Quand le texte a commencé à s’allonger, j’ai décidé de le fragmenter en paragraphes afin d’en accroître la lisibilité. À cet égard, je reconnais que d’autres choix auraient pu être faits. Habituellement, on décide de changer de paragraphe lorsque l’on aborde une nouvelle idée, alors qu’ici ce fut fait après coup. « Qui ne dit mot consent », et les participants semblent avoir entériné ce découpage qui pouvait s’avérer facilitant pour les aider à s’y retrouver.
Si j’ai dû contacter en privé quelques personnes, ce fut pour leur demander une reformulation en raison de la présence d’une lettre interdite. Par exemple la nécessité du remplacement du « qUe », le U passant inaperçu comme voyelle, alors qu’il ne pouvait convenir que dans Murmures en raison du bivocalisme en U-E. J’ai pu constater que les rectifications demandées concernaient uniquement le non respect de la contrainte choisie. Par ailleurs leurs prouesses incessantes, de même que la nature de leurs propos me ravissent encore. Des trouvailles culturelles ont été faites et j’ai pu conséquemment accroître mon répertoire référentiel.

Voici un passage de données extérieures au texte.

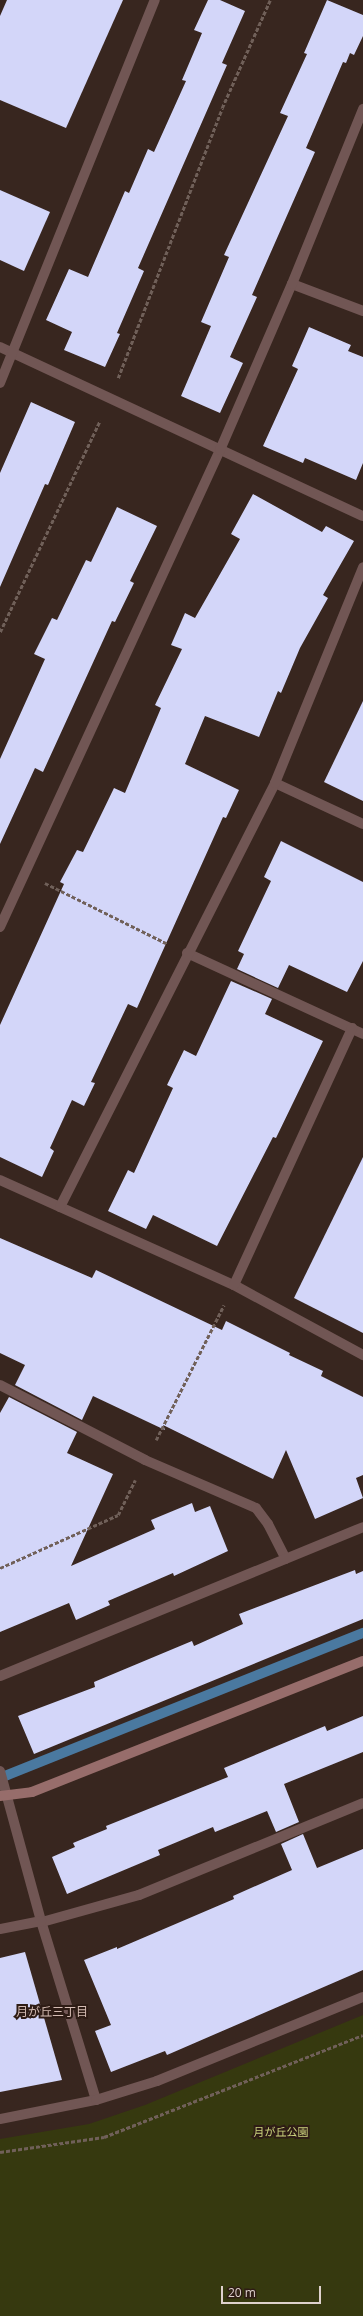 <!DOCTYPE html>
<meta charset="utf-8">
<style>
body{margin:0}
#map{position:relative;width:363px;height:2316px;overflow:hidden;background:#38261f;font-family:"Open Sans","Noto Sans JP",sans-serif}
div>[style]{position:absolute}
.green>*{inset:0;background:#36390f}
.stream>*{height:10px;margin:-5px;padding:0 5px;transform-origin:5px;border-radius:5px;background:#4a79a0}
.building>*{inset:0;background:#d3d6f9}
.path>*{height:2.5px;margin-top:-1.25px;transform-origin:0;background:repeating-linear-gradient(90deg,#706059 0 4px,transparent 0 6px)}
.street>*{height:10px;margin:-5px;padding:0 5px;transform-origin:5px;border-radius:5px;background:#715654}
.secondary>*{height:10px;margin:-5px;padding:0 5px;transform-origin:5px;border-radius:5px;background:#976d6b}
span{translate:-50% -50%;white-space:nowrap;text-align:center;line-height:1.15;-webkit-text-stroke:4px #2e1c15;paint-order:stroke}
.park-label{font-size:11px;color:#cbd37d}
.neighbourhood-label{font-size:12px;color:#d4bbb2}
.scale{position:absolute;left:221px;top:2286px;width:100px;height:18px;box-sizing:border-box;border:2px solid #ded2cd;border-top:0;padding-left:5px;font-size:12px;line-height:14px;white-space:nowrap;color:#ded2cd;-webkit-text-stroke:3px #2e1c15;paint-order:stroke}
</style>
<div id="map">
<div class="green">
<div style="clip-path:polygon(363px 2015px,363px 2316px,0 2316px,0 2139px,89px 2124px,145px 2105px)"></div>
</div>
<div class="stream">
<div style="left:0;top:1778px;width:391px;rotate:-21.8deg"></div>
</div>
<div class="building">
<div style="clip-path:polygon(7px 0,123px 0,66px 128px,0 100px,0 16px)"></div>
<div style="clip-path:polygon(208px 0,220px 0,245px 11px,222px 63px,227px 65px,138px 268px,144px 271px,117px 333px,120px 334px,105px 367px,64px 350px,72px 332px,46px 320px,69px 269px,88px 277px,125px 191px,129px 193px,148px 149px,154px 152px,186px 81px,182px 80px,202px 33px,194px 30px)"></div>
<div style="clip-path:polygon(327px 0,363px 15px,363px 36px,354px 55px,350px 53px,346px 63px,343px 62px,306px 148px,315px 152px,252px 295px,257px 297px,230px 357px,243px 363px,220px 413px,181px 396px,211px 326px,201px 322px,229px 257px,224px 255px,288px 116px,280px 113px,307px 54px,304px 53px)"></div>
<div style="clip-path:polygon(0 190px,50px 212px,24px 271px,0 260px)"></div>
<div style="clip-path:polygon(309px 327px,351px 345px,348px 351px,363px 357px,363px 463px,356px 480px,305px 458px,303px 463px,263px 446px,298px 369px,292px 366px)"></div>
<div style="clip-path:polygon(31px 402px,75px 422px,48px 485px,45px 484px,0 587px,0 473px)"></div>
<div style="clip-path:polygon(253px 494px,322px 532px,326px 526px,354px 541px,323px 595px,328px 598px,300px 648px,281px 693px,278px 691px,259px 737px,205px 716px,185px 764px,239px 790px,226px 818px,223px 817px,137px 1008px,128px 1004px,91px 1082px,95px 1083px,84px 1106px,72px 1100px,50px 1148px,54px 1151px,42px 1177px,0 1157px,0 1025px,64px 884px,60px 882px,77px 850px,83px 852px,114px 788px,125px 793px,161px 708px,155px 705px,182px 649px,171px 645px,185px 613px,195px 618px,240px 539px,231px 534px)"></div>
<div style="clip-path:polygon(117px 507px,157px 526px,130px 581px,134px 583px,115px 622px,112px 621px,43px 772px,35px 768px,0 844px,0 759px,45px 659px,34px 654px,52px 618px,57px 620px,86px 560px,91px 562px)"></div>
<div style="clip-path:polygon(363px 701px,363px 801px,324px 782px)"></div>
<div style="clip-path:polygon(281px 841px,363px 882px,363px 961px,347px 992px,289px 965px,278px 988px,237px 969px,244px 954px,238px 951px,271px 881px,264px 877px)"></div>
<div style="clip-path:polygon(231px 981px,272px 999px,265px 1014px,323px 1041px,276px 1138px,273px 1137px,217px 1246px,153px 1215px,146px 1229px,108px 1211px,128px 1170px,134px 1173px,173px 1088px,167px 1085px,184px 1050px,196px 1056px)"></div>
<div style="clip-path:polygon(363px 1157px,363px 1333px,294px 1298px)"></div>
<div style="clip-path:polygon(0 1238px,92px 1278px,96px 1270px,222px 1330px,226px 1321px,290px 1353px,289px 1355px,323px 1371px,321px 1376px,363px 1397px,363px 1475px,356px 1478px,363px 1498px,315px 1519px,286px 1450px,273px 1479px,163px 1425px,165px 1430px,93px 1396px,82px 1420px,15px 1385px,25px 1365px,0 1353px)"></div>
<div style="clip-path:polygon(9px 1397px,77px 1432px,67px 1453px,113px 1474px,71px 1566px,155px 1529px,151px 1520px,192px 1503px,195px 1512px,210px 1506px,228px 1551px,174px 1576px,173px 1573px,108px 1601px,110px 1605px,76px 1620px,69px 1603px,0 1632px,0 1413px)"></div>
<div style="clip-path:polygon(355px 1570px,356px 1574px,363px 1571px,363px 1619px,34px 1754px,18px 1716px,95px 1687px,94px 1682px,192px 1641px,194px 1646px,243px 1624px,239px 1614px)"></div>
<div style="clip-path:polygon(363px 1716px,363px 1752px,284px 1784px,299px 1822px,276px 1832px,267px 1811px,215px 1832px,213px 1827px,158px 1850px,160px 1855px,67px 1894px,52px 1857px,75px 1847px,73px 1843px,107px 1829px,106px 1826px,228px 1777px,224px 1768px,325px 1726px,327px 1731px)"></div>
<div style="clip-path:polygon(303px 1834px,317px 1868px,363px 1849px,363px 1970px,167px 2055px,165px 2051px,111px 2072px,95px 2031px,111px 2025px,84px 1960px,117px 1947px,117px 1949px,234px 1899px,233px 1896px,292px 1870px,281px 1844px)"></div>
<div style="clip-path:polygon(25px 1952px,62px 2080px,0 2092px,0 1958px)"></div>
</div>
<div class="path">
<div style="left:118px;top:378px;width:289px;rotate:-68.9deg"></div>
<div style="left:222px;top:108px;width:118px;rotate:-66deg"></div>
<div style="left:0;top:632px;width:234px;rotate:-64.7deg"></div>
<div style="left:45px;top:883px;width:137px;rotate:26.4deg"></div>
<div style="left:156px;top:1440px;width:151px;rotate:-63.3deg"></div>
<div style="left:0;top:1568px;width:129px;rotate:-24.2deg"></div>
<div style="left:118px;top:1515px;width:39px;rotate:-64deg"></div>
<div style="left:0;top:2152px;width:105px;rotate:-8.2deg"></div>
<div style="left:104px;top:2137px;width:278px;rotate:-21.5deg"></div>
</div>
<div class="street">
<div style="left:292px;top:284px;width:76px;rotate:20.8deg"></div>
<div style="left:0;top:347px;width:400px;rotate:25deg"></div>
<div style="left:0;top:383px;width:413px;rotate:-68deg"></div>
<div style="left:275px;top:783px;width:97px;rotate:25deg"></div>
<div style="left:0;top:927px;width:525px;rotate:-65.24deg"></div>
<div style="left:220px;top:450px;width:181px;rotate:-66.6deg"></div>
<div style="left:292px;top:284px;width:189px;rotate:-67.9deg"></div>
<div style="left:187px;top:953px;width:194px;rotate:24.7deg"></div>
<div style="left:0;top:1180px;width:256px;rotate:24.2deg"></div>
<div style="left:234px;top:1285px;width:147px;rotate:28.5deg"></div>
<div style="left:60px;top:1207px;width:475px;rotate:-63.1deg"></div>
<div style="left:275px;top:783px;width:233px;rotate:-67.8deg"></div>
<div style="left:234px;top:1285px;width:283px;rotate:-65.3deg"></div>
<div style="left:0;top:1385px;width:163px;rotate:27.3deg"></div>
<div style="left:145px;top:1460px;width:121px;rotate:23.4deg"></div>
<div style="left:256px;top:1508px;width:20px;rotate:53deg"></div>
<div style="left:268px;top:1524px;width:39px;rotate:63deg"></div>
<div style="left:0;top:1676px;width:392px;rotate:-22.3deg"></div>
<div style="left:0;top:1771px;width:156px;rotate:74.7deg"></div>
<div style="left:41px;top:1921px;width:187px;rotate:72.9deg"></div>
<div style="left:42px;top:1922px;width:101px;rotate:-15.6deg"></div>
<div style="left:139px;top:1895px;width:242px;rotate:-22.3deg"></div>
<div style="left:0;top:1929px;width:42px;rotate:-11deg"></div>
<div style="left:0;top:2119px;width:98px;rotate:-11.2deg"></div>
<div style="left:96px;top:2100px;width:64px;rotate:-17.3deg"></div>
<div style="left:157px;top:2081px;width:222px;rotate:-22.2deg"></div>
</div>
<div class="secondary">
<div style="left:0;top:1796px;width:32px;rotate:-7deg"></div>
<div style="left:32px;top:1792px;width:356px;rotate:-21.6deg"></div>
</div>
<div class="park-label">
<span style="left:281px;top:2132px">月が丘公園</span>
</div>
<div class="neighbourhood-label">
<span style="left:52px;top:2012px">月が丘三丁目</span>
</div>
<div class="scale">20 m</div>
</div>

Je tiens à remercier les 21 twittérateurs — mentionnés ci-après selon l’ordre alphabétique de leurs pseudos — qui m’ont si bien accompagnée dans cette passionnante aventure scripturale. Il s’agit de: @Alcanter @arnaudesimon @cdure @cjmds301 @C_licare @coralinesoulier @czottele @FelixeBlizar @fonsbandusiae @georgesgermain @ivoix @jeanm4t @jmlebaut @lacmonique @lizieres @LucBentz @meliemeliie @nathcouz @Strofka @Sylvain_Pierre @WinCriCri. C’est la première fois, et je m’empresse de le souligner, que parmi eux se décèle la participation effective de deux groupes d’étudiants, guidés d’une part par Jean-Michel Le Baut (en France) et , d’autre part, par Nathalie Couzon (au Québec).
De nouveaux défis oulipiens vous seront proposés au cours des prochaines semaines et je souhaite ardemment vous y retrouver.